Use is metered and customers pay only for what they use. HPE does all the management, and when the contract is up, the hardware is returned to HPE for something new. Every IT hardware supplier has this type of program now. It’s their way of responding to the popularity of the cloud.
The first new service is HPE GreenLake Lighthouse, a cloud-native solution that reduces configuration complexity for faster delivery of cloud services. Lighthouse is described as a secure, cloud-native infrastructure that removes the entire process of having to order and wait for a new configuration by allowing customers to add new cloud services in just a few clicks in HPE GreenLake Central and run them simultaneously in just minutes.
Lighthouse is built with HPE Ezmeral software, the management software for all GreenLake platforms.
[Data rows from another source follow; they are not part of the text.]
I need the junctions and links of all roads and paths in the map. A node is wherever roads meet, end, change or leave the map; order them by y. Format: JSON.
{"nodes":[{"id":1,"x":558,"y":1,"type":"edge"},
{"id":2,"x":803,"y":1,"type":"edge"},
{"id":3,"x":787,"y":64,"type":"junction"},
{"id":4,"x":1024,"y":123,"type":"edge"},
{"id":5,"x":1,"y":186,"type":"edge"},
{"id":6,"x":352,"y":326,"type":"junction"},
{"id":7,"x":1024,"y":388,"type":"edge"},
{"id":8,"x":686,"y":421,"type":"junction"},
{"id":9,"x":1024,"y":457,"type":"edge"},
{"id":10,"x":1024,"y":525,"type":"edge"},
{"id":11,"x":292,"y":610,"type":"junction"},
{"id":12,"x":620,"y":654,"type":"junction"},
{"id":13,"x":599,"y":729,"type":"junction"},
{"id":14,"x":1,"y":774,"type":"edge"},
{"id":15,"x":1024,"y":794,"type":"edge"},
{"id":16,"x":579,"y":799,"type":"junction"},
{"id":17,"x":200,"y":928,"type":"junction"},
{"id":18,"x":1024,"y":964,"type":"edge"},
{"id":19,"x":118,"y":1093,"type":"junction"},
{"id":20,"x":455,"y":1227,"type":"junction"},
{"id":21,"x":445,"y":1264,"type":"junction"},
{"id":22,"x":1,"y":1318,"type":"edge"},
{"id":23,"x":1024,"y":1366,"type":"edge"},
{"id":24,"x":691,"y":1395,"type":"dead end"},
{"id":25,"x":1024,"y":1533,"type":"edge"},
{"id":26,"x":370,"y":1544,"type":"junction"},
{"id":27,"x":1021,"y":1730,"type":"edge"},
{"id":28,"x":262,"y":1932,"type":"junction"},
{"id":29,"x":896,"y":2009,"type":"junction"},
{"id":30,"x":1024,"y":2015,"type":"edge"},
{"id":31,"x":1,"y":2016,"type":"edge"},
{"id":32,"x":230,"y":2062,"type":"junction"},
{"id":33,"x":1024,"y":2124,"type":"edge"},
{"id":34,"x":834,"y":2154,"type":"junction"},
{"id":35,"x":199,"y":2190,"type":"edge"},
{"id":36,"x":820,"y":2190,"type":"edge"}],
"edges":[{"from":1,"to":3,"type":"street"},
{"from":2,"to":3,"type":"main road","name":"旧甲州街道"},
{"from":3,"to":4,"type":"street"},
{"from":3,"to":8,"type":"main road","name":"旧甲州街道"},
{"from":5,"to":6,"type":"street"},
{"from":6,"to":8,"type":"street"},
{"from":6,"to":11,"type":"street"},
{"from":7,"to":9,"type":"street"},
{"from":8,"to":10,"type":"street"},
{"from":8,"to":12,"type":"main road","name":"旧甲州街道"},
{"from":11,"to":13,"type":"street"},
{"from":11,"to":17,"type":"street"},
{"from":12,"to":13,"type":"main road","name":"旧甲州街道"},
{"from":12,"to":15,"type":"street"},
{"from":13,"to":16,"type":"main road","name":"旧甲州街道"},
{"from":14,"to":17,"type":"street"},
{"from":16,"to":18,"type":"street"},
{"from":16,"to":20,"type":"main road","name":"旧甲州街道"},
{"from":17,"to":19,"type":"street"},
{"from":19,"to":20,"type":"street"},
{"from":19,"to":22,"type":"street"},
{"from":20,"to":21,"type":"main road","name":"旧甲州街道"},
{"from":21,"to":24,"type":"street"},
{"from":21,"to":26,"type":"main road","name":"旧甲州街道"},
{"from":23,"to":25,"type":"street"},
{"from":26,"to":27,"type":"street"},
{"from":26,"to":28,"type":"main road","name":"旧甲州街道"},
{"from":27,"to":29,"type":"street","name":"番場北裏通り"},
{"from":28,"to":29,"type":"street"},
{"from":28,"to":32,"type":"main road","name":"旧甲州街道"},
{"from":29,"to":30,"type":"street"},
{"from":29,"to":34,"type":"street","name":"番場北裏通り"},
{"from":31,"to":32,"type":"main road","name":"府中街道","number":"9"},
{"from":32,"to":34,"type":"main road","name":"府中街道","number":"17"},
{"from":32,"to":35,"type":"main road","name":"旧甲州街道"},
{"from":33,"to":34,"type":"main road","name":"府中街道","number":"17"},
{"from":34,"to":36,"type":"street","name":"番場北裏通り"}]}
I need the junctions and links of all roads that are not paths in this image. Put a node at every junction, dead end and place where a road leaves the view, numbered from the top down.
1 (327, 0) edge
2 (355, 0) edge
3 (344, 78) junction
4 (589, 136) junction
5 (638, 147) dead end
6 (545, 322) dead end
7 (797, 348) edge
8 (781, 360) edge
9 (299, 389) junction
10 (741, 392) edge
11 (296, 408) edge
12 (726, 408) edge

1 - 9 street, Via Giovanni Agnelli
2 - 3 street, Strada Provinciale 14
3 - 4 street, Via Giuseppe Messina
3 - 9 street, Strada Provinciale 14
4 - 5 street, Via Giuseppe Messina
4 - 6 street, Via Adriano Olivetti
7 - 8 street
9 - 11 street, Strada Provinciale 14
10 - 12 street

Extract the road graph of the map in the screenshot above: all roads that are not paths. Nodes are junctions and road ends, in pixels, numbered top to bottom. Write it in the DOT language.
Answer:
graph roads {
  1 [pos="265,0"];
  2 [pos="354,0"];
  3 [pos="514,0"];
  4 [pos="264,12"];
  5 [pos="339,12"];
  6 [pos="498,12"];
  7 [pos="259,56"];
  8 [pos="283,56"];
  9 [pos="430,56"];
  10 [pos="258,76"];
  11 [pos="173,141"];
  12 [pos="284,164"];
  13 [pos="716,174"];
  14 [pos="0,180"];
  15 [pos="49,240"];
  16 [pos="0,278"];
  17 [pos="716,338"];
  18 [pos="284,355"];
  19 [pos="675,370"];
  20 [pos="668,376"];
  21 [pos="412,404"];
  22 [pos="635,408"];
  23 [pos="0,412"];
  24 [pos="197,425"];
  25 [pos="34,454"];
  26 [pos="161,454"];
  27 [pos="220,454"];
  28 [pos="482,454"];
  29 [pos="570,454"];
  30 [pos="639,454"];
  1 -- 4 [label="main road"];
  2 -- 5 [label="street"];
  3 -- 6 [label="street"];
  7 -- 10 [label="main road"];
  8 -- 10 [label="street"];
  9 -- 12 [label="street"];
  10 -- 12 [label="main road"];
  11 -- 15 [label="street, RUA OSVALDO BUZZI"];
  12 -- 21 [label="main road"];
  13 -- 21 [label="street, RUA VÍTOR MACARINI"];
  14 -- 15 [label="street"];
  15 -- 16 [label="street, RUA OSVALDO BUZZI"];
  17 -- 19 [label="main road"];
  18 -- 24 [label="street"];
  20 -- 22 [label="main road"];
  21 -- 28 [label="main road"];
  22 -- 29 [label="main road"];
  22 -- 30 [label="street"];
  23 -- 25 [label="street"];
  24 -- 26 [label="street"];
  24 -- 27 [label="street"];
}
Customers can use Lighthouse to run a variety of cloud services in any location, from their own data center to a colocation provider or at the edge.
Another new initiative is Project Aurora, a cloud-native, zero-trust security for HPE’s edge-to-cloud architecture. Project Aurora works to verify the integrity of the hardware, firmware, operating systems, platforms, and workloads, including security workloads.
The initiative builds on existing root of trust technology HPE embeds in its hardware platforms. HPE claims Aurora’s continuous attestation capabilities can be used to automatically detect advanced threats from silicon to cloud, in seconds compared to today’s average of 28 days.
HPE also announced that it is extending its consumption-based offerings down to the processor core and persistent memory level with Silicon on-Demand, which will optimize cost at the silicon level to offer a more granular, metered cloud experience.
Silicon on-Demand was developed in partnership with Intel and uses Intel’s Optane technology. SoD uses the same tactic of overprovisioning hardware and then activating it if you need it. So with SoD, customers no longer need to order or install new processors or Optane because it allows customers to instantly activate and pay for more capacity with just a click.
Lastly, the company announced the availability of new applications from third-party vendors such as Splunk, Epic, SAP, and Microsoft. In addition, HPE GreenLake is now integrated with Microsoft Azure Stack HCI. This instance of the software stack Microsoft employs in its cloud is designed to be run on hyperconverged infrastructure (HCI) platforms in on-premises IT environments.
HPE is all-in on GreenLake and plans to offer every one of its services and products through GreenLake leasing by next year. The company claims to have more than 1,200 HPE GreenLake customers, representing $4.8 billion in total contract value. The company also says 95% of its customers have renewed their GreenLake subscriptions.